*** Opening of RECORD SET ***
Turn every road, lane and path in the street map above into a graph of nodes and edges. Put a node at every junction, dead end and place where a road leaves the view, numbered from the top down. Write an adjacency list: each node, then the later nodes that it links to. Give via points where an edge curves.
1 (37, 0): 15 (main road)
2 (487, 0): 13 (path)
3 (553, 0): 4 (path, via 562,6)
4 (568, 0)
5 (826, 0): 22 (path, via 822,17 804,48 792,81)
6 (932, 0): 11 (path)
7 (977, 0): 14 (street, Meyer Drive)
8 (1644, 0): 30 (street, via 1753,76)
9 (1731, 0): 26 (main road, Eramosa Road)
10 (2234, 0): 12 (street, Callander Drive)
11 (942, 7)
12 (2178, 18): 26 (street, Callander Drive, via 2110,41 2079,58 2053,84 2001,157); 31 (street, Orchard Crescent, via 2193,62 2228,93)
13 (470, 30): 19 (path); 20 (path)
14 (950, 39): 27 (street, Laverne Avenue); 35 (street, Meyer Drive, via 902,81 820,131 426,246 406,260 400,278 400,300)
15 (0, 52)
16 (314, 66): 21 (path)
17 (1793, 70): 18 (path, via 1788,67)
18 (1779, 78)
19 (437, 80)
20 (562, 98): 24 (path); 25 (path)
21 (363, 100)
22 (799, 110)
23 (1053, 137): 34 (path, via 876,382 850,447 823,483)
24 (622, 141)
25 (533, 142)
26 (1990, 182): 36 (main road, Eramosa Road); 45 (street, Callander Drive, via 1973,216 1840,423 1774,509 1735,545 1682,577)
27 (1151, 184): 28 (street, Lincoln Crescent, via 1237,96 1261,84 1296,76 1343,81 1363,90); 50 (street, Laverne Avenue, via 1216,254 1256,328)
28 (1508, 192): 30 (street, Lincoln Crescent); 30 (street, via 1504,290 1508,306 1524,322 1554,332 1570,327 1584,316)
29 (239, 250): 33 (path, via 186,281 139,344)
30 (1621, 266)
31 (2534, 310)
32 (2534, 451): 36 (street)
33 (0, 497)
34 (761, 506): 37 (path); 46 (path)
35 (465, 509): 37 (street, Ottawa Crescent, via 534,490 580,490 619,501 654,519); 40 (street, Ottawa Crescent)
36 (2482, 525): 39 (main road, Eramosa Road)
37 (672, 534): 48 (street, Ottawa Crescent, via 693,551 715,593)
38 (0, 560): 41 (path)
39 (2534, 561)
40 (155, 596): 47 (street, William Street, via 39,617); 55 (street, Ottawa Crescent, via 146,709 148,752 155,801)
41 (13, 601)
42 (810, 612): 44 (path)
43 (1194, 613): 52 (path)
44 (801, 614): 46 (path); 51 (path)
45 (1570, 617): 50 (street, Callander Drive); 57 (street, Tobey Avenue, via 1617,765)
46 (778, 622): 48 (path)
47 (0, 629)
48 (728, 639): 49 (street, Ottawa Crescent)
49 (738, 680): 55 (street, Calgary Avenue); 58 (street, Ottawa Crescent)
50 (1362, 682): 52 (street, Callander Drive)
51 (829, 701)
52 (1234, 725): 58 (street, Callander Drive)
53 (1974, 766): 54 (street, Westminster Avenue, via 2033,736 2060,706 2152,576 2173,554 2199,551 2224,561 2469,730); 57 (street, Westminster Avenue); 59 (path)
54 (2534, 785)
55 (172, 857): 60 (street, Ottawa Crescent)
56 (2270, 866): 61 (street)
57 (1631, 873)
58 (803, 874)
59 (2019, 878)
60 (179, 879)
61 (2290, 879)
*** Close of RECORD SET ***
» WHAT IS BEING ASKED
Check each line of the records above, and copy those that hold the word "Meyer".

» ANSWER TO THIS TASK
7 (977, 0): 14 (street, Meyer Drive)
14 (950, 39): 27 (street, Laverne Avenue); 35 (street, Meyer Drive, via 902,81 820,131 426,246 406,260 400,278 400,300)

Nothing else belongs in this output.